What the exercise asks - Reproduce each of the entries that follow, exactly.

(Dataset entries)

>>>

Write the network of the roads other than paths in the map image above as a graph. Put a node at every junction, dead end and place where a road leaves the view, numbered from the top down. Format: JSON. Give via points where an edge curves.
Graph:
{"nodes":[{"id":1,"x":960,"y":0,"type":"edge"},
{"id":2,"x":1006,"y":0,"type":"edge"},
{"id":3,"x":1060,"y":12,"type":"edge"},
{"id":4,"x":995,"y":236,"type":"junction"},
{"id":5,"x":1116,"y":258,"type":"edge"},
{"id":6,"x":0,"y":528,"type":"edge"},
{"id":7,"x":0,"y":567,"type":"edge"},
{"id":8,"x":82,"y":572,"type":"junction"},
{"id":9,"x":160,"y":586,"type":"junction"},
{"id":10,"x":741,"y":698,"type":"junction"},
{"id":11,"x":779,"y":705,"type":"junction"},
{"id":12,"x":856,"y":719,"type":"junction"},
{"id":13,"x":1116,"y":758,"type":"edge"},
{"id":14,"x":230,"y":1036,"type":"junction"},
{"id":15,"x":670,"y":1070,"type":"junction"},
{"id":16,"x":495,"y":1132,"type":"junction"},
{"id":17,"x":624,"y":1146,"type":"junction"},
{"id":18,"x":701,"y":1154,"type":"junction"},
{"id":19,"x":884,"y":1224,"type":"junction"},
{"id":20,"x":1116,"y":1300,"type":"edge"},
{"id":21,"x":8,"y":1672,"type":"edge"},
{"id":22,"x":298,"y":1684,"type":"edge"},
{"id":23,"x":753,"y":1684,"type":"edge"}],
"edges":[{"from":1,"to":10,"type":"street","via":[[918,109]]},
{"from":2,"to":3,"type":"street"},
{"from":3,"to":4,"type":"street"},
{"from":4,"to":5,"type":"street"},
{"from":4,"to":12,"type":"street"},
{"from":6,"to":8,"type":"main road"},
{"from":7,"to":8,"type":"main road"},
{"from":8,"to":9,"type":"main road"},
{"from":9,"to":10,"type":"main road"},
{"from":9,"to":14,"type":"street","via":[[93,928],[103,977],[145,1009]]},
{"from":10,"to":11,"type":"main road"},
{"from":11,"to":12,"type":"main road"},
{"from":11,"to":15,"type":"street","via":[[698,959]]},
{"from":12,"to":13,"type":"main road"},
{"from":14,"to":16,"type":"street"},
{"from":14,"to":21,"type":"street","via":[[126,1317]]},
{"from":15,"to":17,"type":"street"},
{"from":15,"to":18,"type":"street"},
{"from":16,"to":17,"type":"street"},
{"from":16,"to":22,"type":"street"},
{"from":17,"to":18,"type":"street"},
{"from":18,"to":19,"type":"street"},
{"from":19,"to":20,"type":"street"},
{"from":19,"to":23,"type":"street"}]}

<<<

Written response -
Write the network of the roads other than paths in the map image above as a graph. Put a node at every junction, dead end and place where a road leaves the view, numbered from the top down. Format: JSON. Give via points where an edge curves.
Graph:
{"nodes":[{"id":1,"x":960,"y":0,"type":"edge"},
{"id":2,"x":1006,"y":0,"type":"edge"},
{"id":3,"x":1060,"y":12,"type":"edge"},
{"id":4,"x":995,"y":236,"type":"junction"},
{"id":5,"x":1116,"y":258,"type":"edge"},
{"id":6,"x":0,"y":528,"type":"edge"},
{"id":7,"x":0,"y":567,"type":"edge"},
{"id":8,"x":82,"y":572,"type":"junction"},
{"id":9,"x":160,"y":586,"type":"junction"},
{"id":10,"x":741,"y":698,"type":"junction"},
{"id":11,"x":779,"y":705,"type":"junction"},
{"id":12,"x":856,"y":719,"type":"junction"},
{"id":13,"x":1116,"y":758,"type":"edge"},
{"id":14,"x":230,"y":1036,"type":"junction"},
{"id":15,"x":670,"y":1070,"type":"junction"},
{"id":16,"x":495,"y":1132,"type":"junction"},
{"id":17,"x":624,"y":1146,"type":"junction"},
{"id":18,"x":701,"y":1154,"type":"junction"},
{"id":19,"x":884,"y":1224,"type":"junction"},
{"id":20,"x":1116,"y":1300,"type":"edge"},
{"id":21,"x":8,"y":1672,"type":"edge"},
{"id":22,"x":298,"y":1684,"type":"edge"},
{"id":23,"x":753,"y":1684,"type":"edge"}],
"edges":[{"from":1,"to":10,"type":"street","via":[[918,109]]},
{"from":2,"to":3,"type":"street"},
{"from":3,"to":4,"type":"street"},
{"from":4,"to":5,"type":"street"},
{"from":4,"to":12,"type":"street"},
{"from":6,"to":8,"type":"main road"},
{"from":7,"to":8,"type":"main road"},
{"from":8,"to":9,"type":"main road"},
{"from":9,"to":10,"type":"main road"},
{"from":9,"to":14,"type":"street","via":[[93,928],[103,977],[145,1009]]},
{"from":10,"to":11,"type":"main road"},
{"from":11,"to":12,"type":"main road"},
{"from":11,"to":15,"type":"street","via":[[698,959]]},
{"from":12,"to":13,"type":"main road"},
{"from":14,"to":16,"type":"street"},
{"from":14,"to":21,"type":"street","via":[[126,1317]]},
{"from":15,"to":17,"type":"street"},
{"from":15,"to":18,"type":"street"},
{"from":16,"to":17,"type":"street"},
{"from":16,"to":22,"type":"street"},
{"from":17,"to":18,"type":"street"},
{"from":18,"to":19,"type":"street"},
{"from":19,"to":20,"type":"street"},
{"from":19,"to":23,"type":"street"}]}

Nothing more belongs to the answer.